Task input:
####################

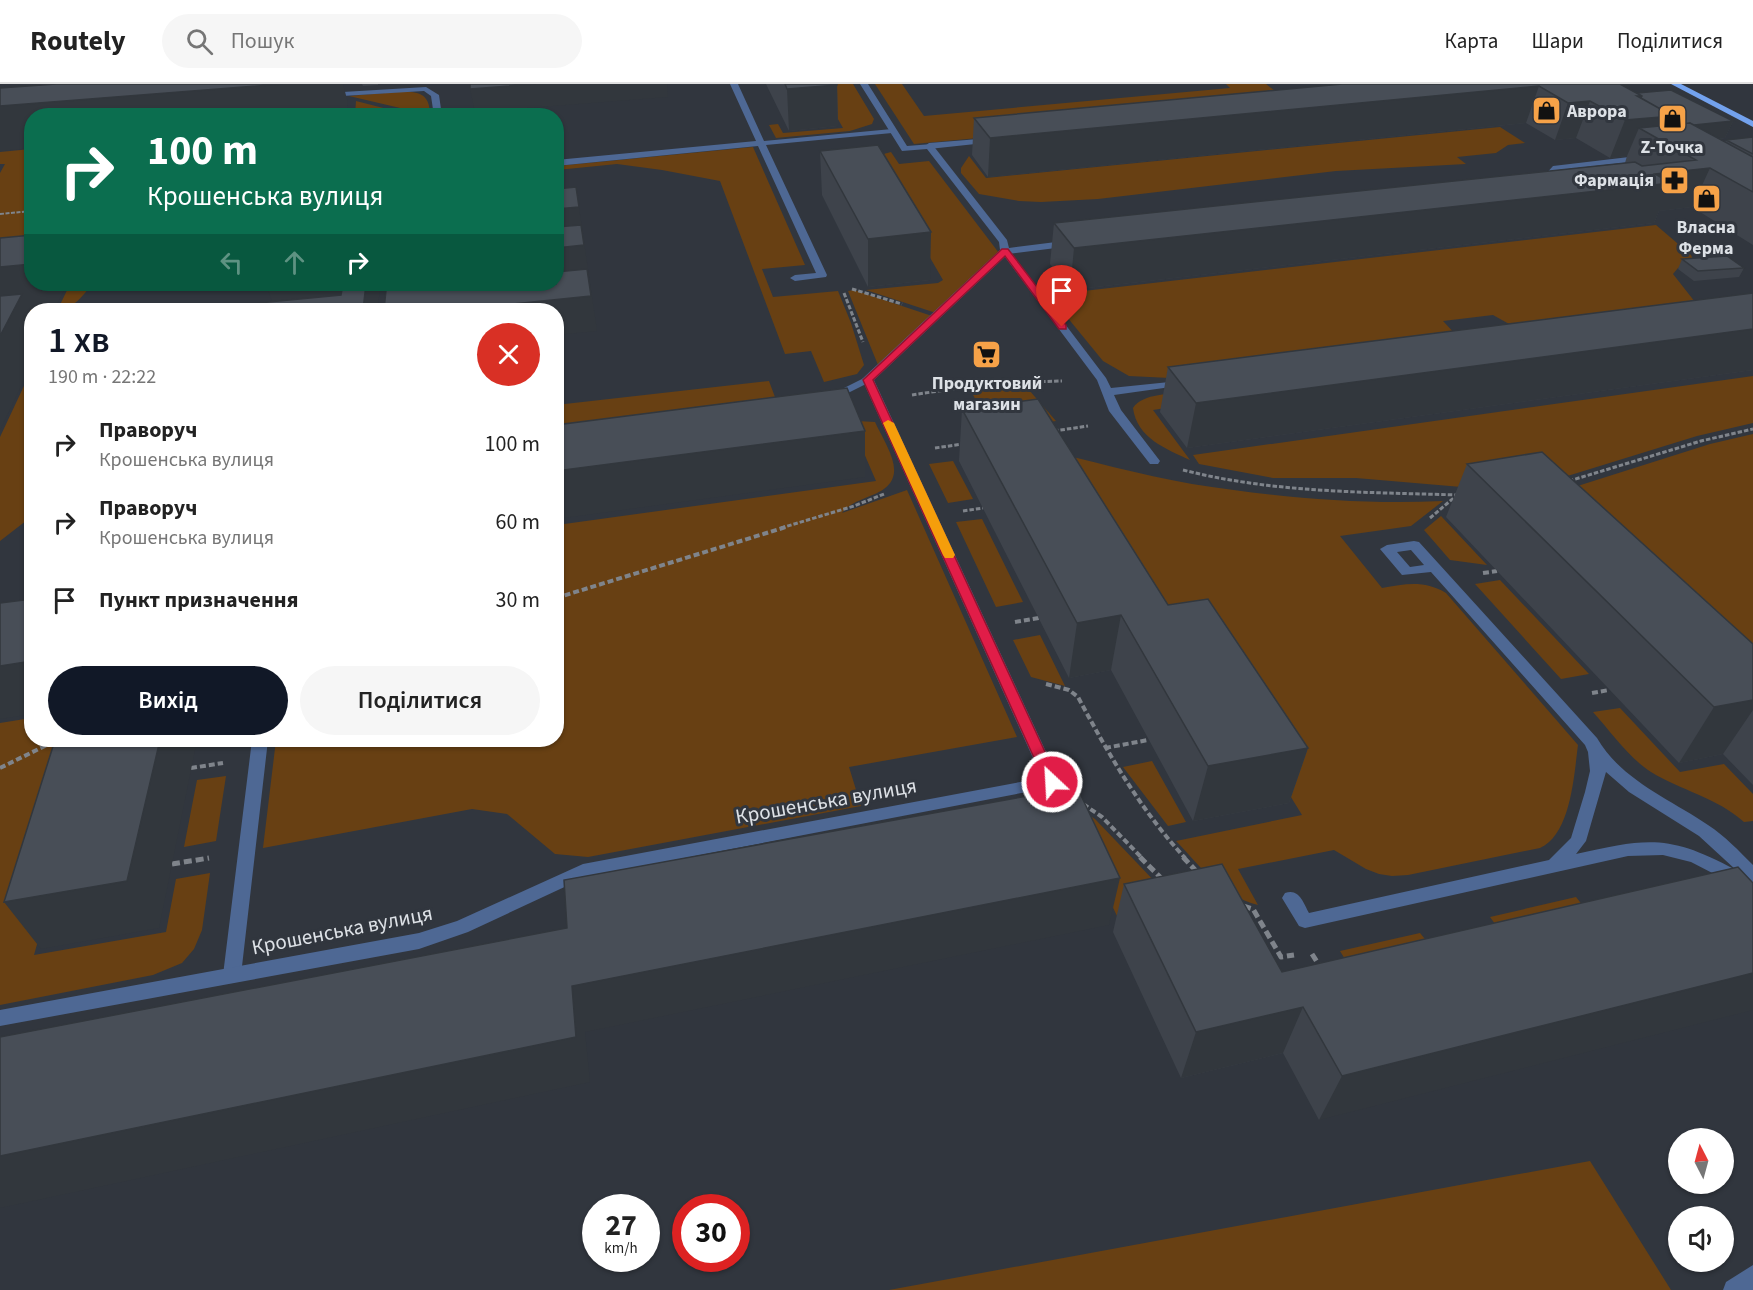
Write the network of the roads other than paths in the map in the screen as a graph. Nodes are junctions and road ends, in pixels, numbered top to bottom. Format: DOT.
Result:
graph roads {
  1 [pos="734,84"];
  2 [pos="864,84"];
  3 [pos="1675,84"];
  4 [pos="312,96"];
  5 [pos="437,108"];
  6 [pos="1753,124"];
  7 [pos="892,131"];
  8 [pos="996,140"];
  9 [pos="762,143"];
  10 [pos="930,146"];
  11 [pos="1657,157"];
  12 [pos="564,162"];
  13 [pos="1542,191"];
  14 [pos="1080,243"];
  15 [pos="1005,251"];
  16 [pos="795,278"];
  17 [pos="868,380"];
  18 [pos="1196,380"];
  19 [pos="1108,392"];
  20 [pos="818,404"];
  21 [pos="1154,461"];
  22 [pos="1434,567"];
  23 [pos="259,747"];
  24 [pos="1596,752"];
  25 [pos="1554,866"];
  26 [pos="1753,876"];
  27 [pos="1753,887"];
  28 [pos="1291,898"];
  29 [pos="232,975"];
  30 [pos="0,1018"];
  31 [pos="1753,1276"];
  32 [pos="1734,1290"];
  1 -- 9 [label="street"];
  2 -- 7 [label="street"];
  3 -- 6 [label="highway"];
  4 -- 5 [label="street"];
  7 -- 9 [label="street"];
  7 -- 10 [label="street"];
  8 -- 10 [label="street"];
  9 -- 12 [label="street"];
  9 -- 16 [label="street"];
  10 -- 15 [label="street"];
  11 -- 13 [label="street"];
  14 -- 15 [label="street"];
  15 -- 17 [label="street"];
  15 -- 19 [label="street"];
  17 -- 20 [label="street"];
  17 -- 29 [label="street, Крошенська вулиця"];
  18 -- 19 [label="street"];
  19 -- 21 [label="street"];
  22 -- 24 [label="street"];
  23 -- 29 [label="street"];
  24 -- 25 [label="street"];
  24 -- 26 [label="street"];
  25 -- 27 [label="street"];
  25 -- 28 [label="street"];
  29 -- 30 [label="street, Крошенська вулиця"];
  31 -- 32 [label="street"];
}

####################

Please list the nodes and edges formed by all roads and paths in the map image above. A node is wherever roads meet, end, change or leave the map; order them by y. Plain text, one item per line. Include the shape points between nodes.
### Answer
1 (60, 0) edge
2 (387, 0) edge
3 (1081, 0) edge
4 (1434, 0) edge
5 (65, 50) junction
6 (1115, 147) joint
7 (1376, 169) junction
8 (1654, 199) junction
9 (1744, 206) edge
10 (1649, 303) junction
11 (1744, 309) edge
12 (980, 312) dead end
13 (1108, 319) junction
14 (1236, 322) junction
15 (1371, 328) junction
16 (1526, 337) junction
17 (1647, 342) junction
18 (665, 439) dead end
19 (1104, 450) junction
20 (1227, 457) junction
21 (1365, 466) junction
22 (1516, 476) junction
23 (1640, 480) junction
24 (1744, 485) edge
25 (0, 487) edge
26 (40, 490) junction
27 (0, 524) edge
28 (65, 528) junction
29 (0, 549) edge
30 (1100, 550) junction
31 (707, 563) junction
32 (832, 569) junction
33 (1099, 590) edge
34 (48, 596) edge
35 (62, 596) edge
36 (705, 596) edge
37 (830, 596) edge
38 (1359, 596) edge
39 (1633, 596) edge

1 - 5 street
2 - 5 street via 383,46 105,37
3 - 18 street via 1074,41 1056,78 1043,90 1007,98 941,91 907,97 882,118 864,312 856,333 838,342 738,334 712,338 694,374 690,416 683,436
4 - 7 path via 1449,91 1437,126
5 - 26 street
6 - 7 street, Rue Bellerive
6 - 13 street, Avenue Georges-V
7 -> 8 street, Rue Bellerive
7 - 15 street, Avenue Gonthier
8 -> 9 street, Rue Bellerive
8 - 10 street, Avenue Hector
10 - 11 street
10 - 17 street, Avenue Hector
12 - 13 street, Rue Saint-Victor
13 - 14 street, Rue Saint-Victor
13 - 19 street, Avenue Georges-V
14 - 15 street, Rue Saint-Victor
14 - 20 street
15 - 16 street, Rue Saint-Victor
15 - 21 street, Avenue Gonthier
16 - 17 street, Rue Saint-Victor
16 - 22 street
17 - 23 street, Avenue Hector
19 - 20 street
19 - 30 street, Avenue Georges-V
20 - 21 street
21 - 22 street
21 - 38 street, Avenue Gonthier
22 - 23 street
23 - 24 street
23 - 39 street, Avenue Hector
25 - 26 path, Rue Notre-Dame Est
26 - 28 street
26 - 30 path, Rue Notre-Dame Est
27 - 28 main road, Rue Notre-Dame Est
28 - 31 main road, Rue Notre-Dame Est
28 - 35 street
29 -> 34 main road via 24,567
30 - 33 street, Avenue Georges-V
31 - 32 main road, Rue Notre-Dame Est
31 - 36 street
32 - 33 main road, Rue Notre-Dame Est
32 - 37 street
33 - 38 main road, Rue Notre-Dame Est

####################

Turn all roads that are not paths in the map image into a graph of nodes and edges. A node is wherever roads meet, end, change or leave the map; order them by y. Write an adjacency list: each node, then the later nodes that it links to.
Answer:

####################

Your goal:
The answer must be every line from the records above that contains the word "Write", copied in full.

Solved exercise:
Write the network of the roads other than paths in the map in the screen as a graph. Nodes are junctions and road ends, in pixels, numbered top to bottom. Format: DOT.
Turn all roads that are not paths in the map image into a graph of nodes and edges. A node is wherever roads meet, end, change or leave the map; order them by y. Write an adjacency list: each node, then the later nodes that it links to.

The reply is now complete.